* PROBLEM STATEMENT
The full data, repeated exactly, is the only answer needed.

* INPUT FOR THIS TASK
----------------

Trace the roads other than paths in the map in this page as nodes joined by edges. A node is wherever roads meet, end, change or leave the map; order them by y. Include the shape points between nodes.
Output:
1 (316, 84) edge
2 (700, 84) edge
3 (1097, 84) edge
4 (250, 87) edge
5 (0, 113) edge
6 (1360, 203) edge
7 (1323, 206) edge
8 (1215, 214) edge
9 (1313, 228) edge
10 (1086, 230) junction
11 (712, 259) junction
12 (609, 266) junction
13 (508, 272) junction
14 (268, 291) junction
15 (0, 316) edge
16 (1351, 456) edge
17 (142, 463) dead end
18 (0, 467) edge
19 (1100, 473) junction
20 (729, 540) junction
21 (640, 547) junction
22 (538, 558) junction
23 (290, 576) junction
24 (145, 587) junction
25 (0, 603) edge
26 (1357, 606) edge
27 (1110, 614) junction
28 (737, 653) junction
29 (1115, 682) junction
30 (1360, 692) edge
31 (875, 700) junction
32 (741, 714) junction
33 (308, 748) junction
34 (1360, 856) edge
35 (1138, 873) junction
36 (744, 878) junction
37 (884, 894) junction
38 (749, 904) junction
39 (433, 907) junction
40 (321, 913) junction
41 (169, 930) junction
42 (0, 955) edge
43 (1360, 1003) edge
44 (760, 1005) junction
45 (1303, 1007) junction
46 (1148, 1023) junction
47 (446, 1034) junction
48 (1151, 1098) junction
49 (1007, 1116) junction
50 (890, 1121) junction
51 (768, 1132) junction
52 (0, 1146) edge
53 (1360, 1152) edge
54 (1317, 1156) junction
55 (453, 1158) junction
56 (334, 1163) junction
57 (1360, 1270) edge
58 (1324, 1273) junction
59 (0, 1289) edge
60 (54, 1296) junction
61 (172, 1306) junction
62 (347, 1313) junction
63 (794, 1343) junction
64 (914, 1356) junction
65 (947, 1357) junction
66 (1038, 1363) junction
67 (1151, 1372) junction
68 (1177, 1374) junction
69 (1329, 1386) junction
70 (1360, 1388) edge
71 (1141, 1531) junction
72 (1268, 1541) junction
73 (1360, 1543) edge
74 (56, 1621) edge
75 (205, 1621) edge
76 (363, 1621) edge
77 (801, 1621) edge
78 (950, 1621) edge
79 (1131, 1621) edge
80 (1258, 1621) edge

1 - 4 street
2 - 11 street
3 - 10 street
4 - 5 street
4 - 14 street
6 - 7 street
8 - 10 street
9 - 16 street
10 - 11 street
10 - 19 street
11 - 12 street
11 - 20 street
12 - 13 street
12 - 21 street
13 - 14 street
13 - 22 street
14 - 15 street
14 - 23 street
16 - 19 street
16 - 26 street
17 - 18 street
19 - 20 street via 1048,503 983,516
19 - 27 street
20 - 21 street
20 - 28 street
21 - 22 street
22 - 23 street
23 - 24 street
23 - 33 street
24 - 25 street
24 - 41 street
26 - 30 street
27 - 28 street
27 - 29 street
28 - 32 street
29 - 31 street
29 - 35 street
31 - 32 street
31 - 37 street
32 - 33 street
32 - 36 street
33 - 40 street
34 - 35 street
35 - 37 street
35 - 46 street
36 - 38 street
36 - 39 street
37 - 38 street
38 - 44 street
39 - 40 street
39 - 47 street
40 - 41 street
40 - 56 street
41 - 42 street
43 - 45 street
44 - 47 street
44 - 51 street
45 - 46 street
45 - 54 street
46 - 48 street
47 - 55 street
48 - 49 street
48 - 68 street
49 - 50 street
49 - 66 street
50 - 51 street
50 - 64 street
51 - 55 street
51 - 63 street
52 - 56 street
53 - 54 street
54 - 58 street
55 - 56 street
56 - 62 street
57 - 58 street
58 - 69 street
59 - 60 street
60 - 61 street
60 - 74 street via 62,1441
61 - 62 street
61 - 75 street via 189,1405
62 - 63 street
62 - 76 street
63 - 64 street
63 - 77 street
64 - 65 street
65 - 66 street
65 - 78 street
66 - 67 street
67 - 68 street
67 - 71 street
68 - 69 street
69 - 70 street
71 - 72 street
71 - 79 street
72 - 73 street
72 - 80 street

----------------

* RESPONSE TO THE TASK
Trace the roads other than paths in the map in this page as nodes joined by edges. A node is wherever roads meet, end, change or leave the map; order them by y. Include the shape points between nodes.
Output:
1 (316, 84) edge
2 (700, 84) edge
3 (1097, 84) edge
4 (250, 87) edge
5 (0, 113) edge
6 (1360, 203) edge
7 (1323, 206) edge
8 (1215, 214) edge
9 (1313, 228) edge
10 (1086, 230) junction
11 (712, 259) junction
12 (609, 266) junction
13 (508, 272) junction
14 (268, 291) junction
15 (0, 316) edge
16 (1351, 456) edge
17 (142, 463) dead end
18 (0, 467) edge
19 (1100, 473) junction
20 (729, 540) junction
21 (640, 547) junction
22 (538, 558) junction
23 (290, 576) junction
24 (145, 587) junction
25 (0, 603) edge
26 (1357, 606) edge
27 (1110, 614) junction
28 (737, 653) junction
29 (1115, 682) junction
30 (1360, 692) edge
31 (875, 700) junction
32 (741, 714) junction
33 (308, 748) junction
34 (1360, 856) edge
35 (1138, 873) junction
36 (744, 878) junction
37 (884, 894) junction
38 (749, 904) junction
39 (433, 907) junction
40 (321, 913) junction
41 (169, 930) junction
42 (0, 955) edge
43 (1360, 1003) edge
44 (760, 1005) junction
45 (1303, 1007) junction
46 (1148, 1023) junction
47 (446, 1034) junction
48 (1151, 1098) junction
49 (1007, 1116) junction
50 (890, 1121) junction
51 (768, 1132) junction
52 (0, 1146) edge
53 (1360, 1152) edge
54 (1317, 1156) junction
55 (453, 1158) junction
56 (334, 1163) junction
57 (1360, 1270) edge
58 (1324, 1273) junction
59 (0, 1289) edge
60 (54, 1296) junction
61 (172, 1306) junction
62 (347, 1313) junction
63 (794, 1343) junction
64 (914, 1356) junction
65 (947, 1357) junction
66 (1038, 1363) junction
67 (1151, 1372) junction
68 (1177, 1374) junction
69 (1329, 1386) junction
70 (1360, 1388) edge
71 (1141, 1531) junction
72 (1268, 1541) junction
73 (1360, 1543) edge
74 (56, 1621) edge
75 (205, 1621) edge
76 (363, 1621) edge
77 (801, 1621) edge
78 (950, 1621) edge
79 (1131, 1621) edge
80 (1258, 1621) edge

1 - 4 street
2 - 11 street
3 - 10 street
4 - 5 street
4 - 14 street
6 - 7 street
8 - 10 street
9 - 16 street
10 - 11 street
10 - 19 street
11 - 12 street
11 - 20 street
12 - 13 street
12 - 21 street
13 - 14 street
13 - 22 street
14 - 15 street
14 - 23 street
16 - 19 street
16 - 26 street
17 - 18 street
19 - 20 street via 1048,503 983,516
19 - 27 street
20 - 21 street
20 - 28 street
21 - 22 street
22 - 23 street
23 - 24 street
23 - 33 street
24 - 25 street
24 - 41 street
26 - 30 street
27 - 28 street
27 - 29 street
28 - 32 street
29 - 31 street
29 - 35 street
31 - 32 street
31 - 37 street
32 - 33 street
32 - 36 street
33 - 40 street
34 - 35 street
35 - 37 street
35 - 46 street
36 - 38 street
36 - 39 street
37 - 38 street
38 - 44 street
39 - 40 street
39 - 47 street
40 - 41 street
40 - 56 street
41 - 42 street
43 - 45 street
44 - 47 street
44 - 51 street
45 - 46 street
45 - 54 street
46 - 48 street
47 - 55 street
48 - 49 street
48 - 68 street
49 - 50 street
49 - 66 street
50 - 51 street
50 - 64 street
51 - 55 street
51 - 63 street
52 - 56 street
53 - 54 street
54 - 58 street
55 - 56 street
56 - 62 street
57 - 58 street
58 - 69 street
59 - 60 street
60 - 61 street
60 - 74 street via 62,1441
61 - 62 street
61 - 75 street via 189,1405
62 - 63 street
62 - 76 street
63 - 64 street
63 - 77 street
64 - 65 street
65 - 66 street
65 - 78 street
66 - 67 street
67 - 68 street
67 - 71 street
68 - 69 street
69 - 70 street
71 - 72 street
71 - 79 street
72 - 73 street
72 - 80 street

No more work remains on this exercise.